▶ [TASK DESCRIPTION]
What lines in the records below mention "graph"? List them all.
========================================================================
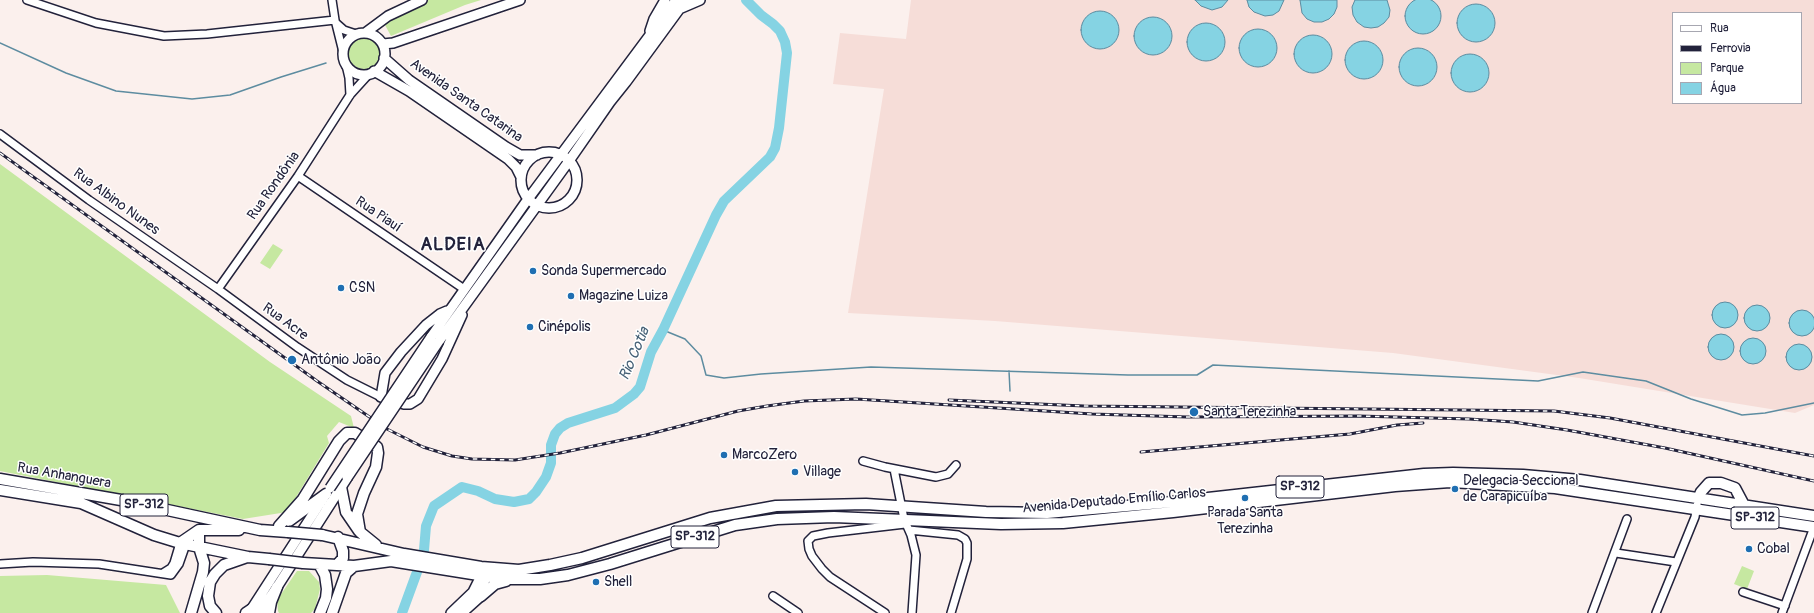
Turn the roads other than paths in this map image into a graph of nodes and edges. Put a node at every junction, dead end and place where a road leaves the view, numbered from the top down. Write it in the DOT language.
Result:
graph roads {
  1 [pos="27,0"];
  2 [pos="332,0"];
  3 [pos="422,0"];
  4 [pos="520,0"];
  5 [pos="665,0"];
  6 [pos="676,0"];
  7 [pos="686,0"];
  8 [pos="700,0"];
  9 [pos="679,9"];
  10 [pos="335,21"];
  11 [pos="378,22"];
  12 [pos="360,33"];
  13 [pos="647,39"];
  14 [pos="380,41"];
  15 [pos="343,52"];
  16 [pos="384,58"];
  17 [pos="346,65"];
  18 [pos="372,72"];
  19 [pos="350,95"];
  20 [pos="0,134"];
  21 [pos="537,155"];
  22 [pos="561,155"];
  23 [pos="569,161"];
  24 [pos="298,176"];
  25 [pos="521,177"];
  26 [pos="528,199"];
  27 [pos="537,206"];
  28 [pos="218,289"];
  29 [pos="464,289"];
  30 [pos="469,299"];
  31 [pos="448,311"];
  32 [pos="435,339"];
  33 [pos="381,397"];
  34 [pos="863,461"];
  35 [pos="956,465"];
  36 [pos="894,469"];
  37 [pos="0,479"];
  38 [pos="341,487"];
  39 [pos="0,490"];
  40 [pos="328,491"];
  41 [pos="1697,504"];
  42 [pos="1744,505"];
  43 [pos="901,507"];
  44 [pos="1814,516"];
  45 [pos="1627,519"];
  46 [pos="945,520"];
  47 [pos="906,524"];
  48 [pos="279,526"];
  49 [pos="1814,527"];
  50 [pos="199,530"];
  51 [pos="260,530"];
  52 [pos="360,532"];
  53 [pos="934,532"];
  54 [pos="322,535"];
  55 [pos="338,537"];
  56 [pos="183,544"];
  57 [pos="199,547"];
  58 [pos="383,549"];
  59 [pos="1616,553"];
  60 [pos="248,557"];
  61 [pos="402,558"];
  62 [pos="1676,562"];
  63 [pos="303,563"];
  64 [pos="0,564"];
  65 [pos="319,564"];
  66 [pos="337,565"];
  67 [pos="354,566"];
  68 [pos="484,572"];
  69 [pos="512,579"];
  70 [pos="277,587"];
  71 [pos="1743,592"];
  72 [pos="476,595"];
  73 [pos="773,596"];
  74 [pos="1785,606"];
  75 [pos="878,610"];
  76 [pos="251,612"];
  77 [pos="191,613"];
  78 [pos="216,613"];
  79 [pos="269,613"];
  80 [pos="320,613"];
  81 [pos="332,613"];
  82 [pos="451,613"];
  83 [pos="462,613"];
  84 [pos="798,613"];
  85 [pos="885,613"];
  86 [pos="912,613"];
  87 [pos="951,613"];
  88 [pos="1592,613"];
  89 [pos="1656,613"];
  90 [pos="1782,613"];
  1 -- 10 [label="street"];
  2 -- 10 [label="street"];
  3 -- 11 [label="main road"];
  4 -- 14 [label="main road"];
  5 -- 13 [label="main road"];
  6 -- 13 [label="main road"];
  7 -- 9 [label="main road"];
  8 -- 9 [label="main road"];
  9 -- 23 [label="main road"];
  10 -- 12 [label="street"];
  10 -- 15 [label="street"];
  11 -- 12 [label="main road"];
  11 -- 14 [label="main road"];
  12 -- 14 [label="main road"];
  12 -- 15 [label="main road"];
  13 -- 22 [label="main road"];
  14 -- 16 [label="main road"];
  15 -- 17 [label="main road"];
  16 -- 18 [label="main road"];
  16 -- 21 [label="main road, Avenida Santa Catarina"];
  17 -- 18 [label="main road"];
  17 -- 19 [label="street"];
  18 -- 19 [label="street, Rua Rondônia"];
  18 -- 25 [label="main road, Avenida Santa Catarina"];
  19 -- 24 [label="street, Rua Rondônia"];
  20 -- 28 [label="street, Rua Albino Nunes"];
  21 -- 22 [label="main road, Avenida Santa Catarina"];
  21 -- 25 [label="main road"];
  22 -- 23 [label="main road"];
  22 -- 26 [label="main road"];
  23 -- 27 [label="main road"];
  23 -- 27 [label="main road"];
  24 -- 28 [label="street, Rua Rondônia"];
  24 -- 29 [label="street, Rua Piauí"];
  25 -- 26 [label="main road, Avenida Santa Catarina"];
  26 -- 27 [label="main road"];
  26 -- 29 [label="main road"];
  27 -- 30 [label="main road"];
  28 -- 33 [label="street, Rua Acre"];
  29 -- 31 [label="main road"];
  30 -- 32 [label="main road"];
  30 -- 33 [label="main road"];
  31 -- 32 [label="main road"];
  31 -- 33 [label="main road"];
  32 -- 38 [label="main road, bridge"];
  32 -- 40 [label="main road, bridge"];
  34 -- 36 [label="street"];
  35 -- 36 [label="street"];
  36 -- 43 [label="street"];
  37 -- 51 [label="main road, Rua Anhanguera / SP-312"];
  38 -- 52 [label="main road"];
  38 -- 70 [label="main road"];
  39 -- 56 [label="main road, Rua Anhanguera / SP-312"];
  40 -- 48 [label="main road"];
  40 -- 76 [label="main road"];
  41 -- 42 [label="main road, Avenida Deputado Emílio Carlos / SP-312"];
  41 -- 42 [label="main road"];
  41 -- 43 [label="main road, Avenida Deputado Emílio Carlos / SP-312"];
  41 -- 46 [label="main road, Avenida Deputado Emílio Carlos / SP-312"];
  41 -- 49 [label="main road, Avenida Deputado Emílio Carlos / SP-312"];
  41 -- 62 [label="street"];
  42 -- 44 [label="main road, Avenida Deputado Emílio Carlos / SP-312"];
  43 -- 47 [label="street"];
  43 -- 68 [label="main road, Avenida Deputado Emílio Carlos / SP-312"];
  45 -- 59 [label="street"];
  46 -- 47 [label="main road, Avenida Deputado Emílio Carlos / SP-312"];
  46 -- 53 [label="street"];
  47 -- 53 [label="street"];
  47 -- 69 [label="main road, Avenida Deputado Emílio Carlos / SP-312"];
  47 -- 75 [label="street"];
  47 -- 86 [label="street"];
  48 -- 51 [label="main road"];
  48 -- 52 [label="main road"];
  49 -- 74 [label="street"];
  50 -- 51 [label="main road"];
  50 -- 56 [label="main road"];
  50 -- 57 [label="main road"];
  51 -- 54 [label="main road, Rua Anhanguera / SP-312, bridge"];
  52 -- 58 [label="main road"];
  53 -- 87 [label="street"];
  54 -- 55 [label="main road, Avenida Deputado Emílio Carlos / SP-312"];
  55 -- 58 [label="main road, Avenida Deputado Emílio Carlos / SP-312"];
  55 -- 66 [label="main road"];
  56 -- 57 [label="main road, Rua Anhanguera / SP-312"];
  56 -- 64 [label="street"];
  57 -- 60 [label="main road, Rua Anhanguera / SP-312"];
  57 -- 77 [label="main road"];
  58 -- 61 [label="main road, Avenida Deputado Emílio Carlos / SP-312"];
  59 -- 62 [label="street"];
  59 -- 88 [label="street"];
  60 -- 63 [label="main road, Rua Anhanguera / SP-312, bridge"];
  60 -- 78 [label="main road"];
  61 -- 67 [label="main road, Avenida Deputado Emílio Carlos / SP-312"];
  61 -- 68 [label="main road, Avenida Deputado Emílio Carlos / SP-312"];
  62 -- 89 [label="street"];
  63 -- 65 [label="main road, Avenida Deputado Emílio Carlos / SP-312"];
  65 -- 66 [label="main road, Avenida Deputado Emílio Carlos / SP-312"];
  65 -- 80 [label="main road"];
  66 -- 67 [label="main road, Avenida Deputado Emílio Carlos / SP-312"];
  67 -- 81 [label="main road"];
  68 -- 69 [label="main road, Avenida Deputado Emílio Carlos / SP-312"];
  68 -- 72 [label="main road"];
  69 -- 72 [label="main road"];
  70 -- 76 [label="main road"];
  70 -- 79 [label="main road"];
  71 -- 74 [label="street"];
  72 -- 82 [label="main road"];
  72 -- 83 [label="main road"];
  73 -- 84 [label="street"];
  74 -- 90 [label="street"];
  75 -- 85 [label="street"];
}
========================================================================
▶ [ANSWER BOX]
Turn the roads other than paths in this map image into a graph of nodes and edges. Put a node at every junction, dead end and place where a road leaves the view, numbered from the top down. Write it in the DOT language.
graph roads {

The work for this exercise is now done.